● **Description of the task**:
Search the data for the string "nodes" and gather each line it is in.

Stored dataset items
┌──

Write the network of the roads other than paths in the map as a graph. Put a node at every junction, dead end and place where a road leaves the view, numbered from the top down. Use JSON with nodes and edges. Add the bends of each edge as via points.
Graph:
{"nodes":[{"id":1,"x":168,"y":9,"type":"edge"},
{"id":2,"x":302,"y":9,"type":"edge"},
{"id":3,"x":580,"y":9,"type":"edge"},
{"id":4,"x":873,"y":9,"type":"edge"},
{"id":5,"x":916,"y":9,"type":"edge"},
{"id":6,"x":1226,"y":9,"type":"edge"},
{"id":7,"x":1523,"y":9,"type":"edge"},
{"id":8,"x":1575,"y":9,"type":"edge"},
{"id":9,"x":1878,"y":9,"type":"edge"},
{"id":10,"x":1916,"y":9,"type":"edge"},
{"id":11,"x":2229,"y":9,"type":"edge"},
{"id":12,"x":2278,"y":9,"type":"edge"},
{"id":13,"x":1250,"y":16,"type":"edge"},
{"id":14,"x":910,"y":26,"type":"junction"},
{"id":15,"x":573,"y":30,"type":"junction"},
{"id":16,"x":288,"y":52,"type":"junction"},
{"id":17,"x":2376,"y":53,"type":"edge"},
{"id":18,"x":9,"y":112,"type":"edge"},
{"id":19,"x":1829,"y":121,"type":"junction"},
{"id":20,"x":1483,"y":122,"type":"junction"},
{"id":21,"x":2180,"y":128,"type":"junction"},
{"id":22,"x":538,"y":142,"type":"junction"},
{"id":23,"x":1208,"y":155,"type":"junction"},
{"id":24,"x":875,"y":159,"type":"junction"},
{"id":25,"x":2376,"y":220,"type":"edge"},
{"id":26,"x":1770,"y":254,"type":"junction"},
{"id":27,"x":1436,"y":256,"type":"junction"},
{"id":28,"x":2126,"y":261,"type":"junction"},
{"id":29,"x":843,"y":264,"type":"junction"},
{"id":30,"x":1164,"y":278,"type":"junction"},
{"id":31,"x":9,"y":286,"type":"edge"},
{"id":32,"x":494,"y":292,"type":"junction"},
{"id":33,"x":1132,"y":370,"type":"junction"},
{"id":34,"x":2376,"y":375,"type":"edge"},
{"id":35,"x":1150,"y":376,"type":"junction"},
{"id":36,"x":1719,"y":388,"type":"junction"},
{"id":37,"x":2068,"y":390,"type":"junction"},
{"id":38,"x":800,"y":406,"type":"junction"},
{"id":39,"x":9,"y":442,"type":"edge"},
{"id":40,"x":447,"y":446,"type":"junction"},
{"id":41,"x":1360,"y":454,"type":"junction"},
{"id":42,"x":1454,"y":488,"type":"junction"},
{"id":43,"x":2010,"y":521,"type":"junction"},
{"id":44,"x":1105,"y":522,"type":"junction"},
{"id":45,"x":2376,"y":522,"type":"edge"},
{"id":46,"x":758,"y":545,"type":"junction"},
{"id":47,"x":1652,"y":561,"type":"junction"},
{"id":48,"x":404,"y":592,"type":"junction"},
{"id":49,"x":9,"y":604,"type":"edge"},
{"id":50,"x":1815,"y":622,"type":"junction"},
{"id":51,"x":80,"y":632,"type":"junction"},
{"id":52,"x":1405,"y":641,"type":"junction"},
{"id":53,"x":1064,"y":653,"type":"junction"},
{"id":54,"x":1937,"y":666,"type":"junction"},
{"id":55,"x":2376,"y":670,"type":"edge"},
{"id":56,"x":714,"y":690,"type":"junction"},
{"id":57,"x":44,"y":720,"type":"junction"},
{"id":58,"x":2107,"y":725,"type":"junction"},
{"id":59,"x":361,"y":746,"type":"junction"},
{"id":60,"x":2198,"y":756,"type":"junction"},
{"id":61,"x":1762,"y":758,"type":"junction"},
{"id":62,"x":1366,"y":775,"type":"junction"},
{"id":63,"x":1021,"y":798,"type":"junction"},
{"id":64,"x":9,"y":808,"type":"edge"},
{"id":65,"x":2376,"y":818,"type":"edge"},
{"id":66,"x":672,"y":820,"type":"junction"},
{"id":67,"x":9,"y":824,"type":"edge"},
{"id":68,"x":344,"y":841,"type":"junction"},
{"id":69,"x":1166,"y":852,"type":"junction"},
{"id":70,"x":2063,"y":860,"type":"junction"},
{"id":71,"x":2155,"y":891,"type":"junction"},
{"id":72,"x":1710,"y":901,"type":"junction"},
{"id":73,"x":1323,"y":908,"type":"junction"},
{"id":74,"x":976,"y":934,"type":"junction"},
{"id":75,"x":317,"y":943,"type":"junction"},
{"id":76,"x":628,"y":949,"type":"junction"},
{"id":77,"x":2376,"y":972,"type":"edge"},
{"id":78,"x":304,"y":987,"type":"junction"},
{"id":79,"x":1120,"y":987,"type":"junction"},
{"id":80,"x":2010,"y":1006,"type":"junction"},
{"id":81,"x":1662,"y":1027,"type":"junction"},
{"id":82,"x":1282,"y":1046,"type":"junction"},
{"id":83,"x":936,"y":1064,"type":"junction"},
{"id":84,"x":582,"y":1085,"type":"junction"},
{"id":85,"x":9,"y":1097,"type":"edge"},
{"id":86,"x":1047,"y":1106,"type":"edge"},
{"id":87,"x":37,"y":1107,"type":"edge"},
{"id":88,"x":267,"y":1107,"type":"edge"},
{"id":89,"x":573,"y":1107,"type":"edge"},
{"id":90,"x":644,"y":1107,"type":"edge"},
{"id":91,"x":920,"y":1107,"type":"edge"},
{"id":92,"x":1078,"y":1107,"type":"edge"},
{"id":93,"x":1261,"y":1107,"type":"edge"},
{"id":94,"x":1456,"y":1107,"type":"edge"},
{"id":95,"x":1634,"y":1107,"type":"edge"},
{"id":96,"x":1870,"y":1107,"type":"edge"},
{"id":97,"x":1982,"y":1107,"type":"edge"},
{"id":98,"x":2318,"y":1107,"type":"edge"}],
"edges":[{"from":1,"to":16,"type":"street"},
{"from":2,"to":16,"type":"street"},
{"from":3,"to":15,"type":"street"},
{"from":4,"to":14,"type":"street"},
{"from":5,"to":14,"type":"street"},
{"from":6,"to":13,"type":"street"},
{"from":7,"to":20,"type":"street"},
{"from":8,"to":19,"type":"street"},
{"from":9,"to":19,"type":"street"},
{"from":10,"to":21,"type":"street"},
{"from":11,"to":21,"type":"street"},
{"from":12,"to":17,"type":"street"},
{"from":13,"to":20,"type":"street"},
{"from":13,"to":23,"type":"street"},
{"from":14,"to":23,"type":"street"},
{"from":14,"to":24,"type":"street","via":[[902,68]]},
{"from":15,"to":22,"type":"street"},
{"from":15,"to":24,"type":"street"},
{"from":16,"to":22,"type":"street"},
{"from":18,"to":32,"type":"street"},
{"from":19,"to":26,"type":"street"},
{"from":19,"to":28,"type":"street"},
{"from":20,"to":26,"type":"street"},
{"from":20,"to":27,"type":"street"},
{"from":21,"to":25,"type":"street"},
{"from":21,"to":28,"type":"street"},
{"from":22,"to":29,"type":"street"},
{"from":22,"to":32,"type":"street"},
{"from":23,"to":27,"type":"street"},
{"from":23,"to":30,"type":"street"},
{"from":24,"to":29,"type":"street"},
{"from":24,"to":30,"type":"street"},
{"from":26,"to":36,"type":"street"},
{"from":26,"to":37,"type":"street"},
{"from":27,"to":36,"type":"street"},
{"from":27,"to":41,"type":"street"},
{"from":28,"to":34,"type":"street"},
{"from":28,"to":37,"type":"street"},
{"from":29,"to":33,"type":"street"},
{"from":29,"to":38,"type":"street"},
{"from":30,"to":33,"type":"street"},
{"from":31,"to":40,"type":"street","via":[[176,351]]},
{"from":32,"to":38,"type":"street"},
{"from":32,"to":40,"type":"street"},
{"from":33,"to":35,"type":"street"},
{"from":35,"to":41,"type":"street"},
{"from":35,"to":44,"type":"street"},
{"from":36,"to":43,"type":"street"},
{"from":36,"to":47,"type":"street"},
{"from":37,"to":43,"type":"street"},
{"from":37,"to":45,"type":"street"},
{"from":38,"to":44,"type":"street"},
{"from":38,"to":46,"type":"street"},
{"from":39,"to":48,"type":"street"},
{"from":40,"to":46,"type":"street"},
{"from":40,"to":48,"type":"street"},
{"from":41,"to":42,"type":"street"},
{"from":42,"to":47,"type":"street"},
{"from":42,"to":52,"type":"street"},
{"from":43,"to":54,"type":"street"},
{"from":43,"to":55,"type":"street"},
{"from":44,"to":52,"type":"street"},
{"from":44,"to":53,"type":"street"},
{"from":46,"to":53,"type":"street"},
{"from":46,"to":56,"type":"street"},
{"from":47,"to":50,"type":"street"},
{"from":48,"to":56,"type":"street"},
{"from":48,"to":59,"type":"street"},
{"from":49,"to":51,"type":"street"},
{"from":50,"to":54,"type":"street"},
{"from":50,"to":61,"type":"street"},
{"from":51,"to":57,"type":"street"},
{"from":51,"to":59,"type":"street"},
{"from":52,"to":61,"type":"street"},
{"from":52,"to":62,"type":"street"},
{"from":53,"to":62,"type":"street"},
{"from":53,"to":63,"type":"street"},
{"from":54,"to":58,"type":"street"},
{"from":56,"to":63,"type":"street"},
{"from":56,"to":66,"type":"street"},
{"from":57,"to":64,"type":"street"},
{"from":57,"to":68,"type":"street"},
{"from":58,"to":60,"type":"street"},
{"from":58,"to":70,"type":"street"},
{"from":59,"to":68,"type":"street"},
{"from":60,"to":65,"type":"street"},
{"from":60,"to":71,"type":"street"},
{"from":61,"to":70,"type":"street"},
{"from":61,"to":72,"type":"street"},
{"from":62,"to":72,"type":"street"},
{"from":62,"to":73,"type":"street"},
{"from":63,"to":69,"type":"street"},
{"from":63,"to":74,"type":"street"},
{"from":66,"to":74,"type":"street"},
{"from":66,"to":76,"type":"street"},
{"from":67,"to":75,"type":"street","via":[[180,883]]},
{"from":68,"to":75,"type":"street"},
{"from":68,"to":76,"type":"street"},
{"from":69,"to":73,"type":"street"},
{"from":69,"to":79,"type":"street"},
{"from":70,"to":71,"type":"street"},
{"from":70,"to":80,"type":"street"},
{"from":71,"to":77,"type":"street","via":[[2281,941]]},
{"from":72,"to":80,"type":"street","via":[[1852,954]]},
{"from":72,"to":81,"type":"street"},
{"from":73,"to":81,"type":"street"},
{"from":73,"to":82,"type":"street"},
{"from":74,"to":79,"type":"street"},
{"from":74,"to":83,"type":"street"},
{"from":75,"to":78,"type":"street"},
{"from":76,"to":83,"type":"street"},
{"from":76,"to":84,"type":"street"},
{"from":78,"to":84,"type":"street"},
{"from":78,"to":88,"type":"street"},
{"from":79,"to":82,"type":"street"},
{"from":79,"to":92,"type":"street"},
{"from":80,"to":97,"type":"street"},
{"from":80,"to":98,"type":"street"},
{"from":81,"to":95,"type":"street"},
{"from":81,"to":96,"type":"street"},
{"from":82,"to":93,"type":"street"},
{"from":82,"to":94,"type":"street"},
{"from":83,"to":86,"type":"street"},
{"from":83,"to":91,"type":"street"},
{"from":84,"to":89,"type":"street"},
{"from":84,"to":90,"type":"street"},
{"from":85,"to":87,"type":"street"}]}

└──

● **Answer box**:
Write the network of the roads other than paths in the map as a graph. Put a node at every junction, dead end and place where a road leaves the view, numbered from the top down. Use JSON with nodes and edges. Add the bends of each edge as via points.
{"nodes":[{"id":1,"x":168,"y":9,"type":"edge"},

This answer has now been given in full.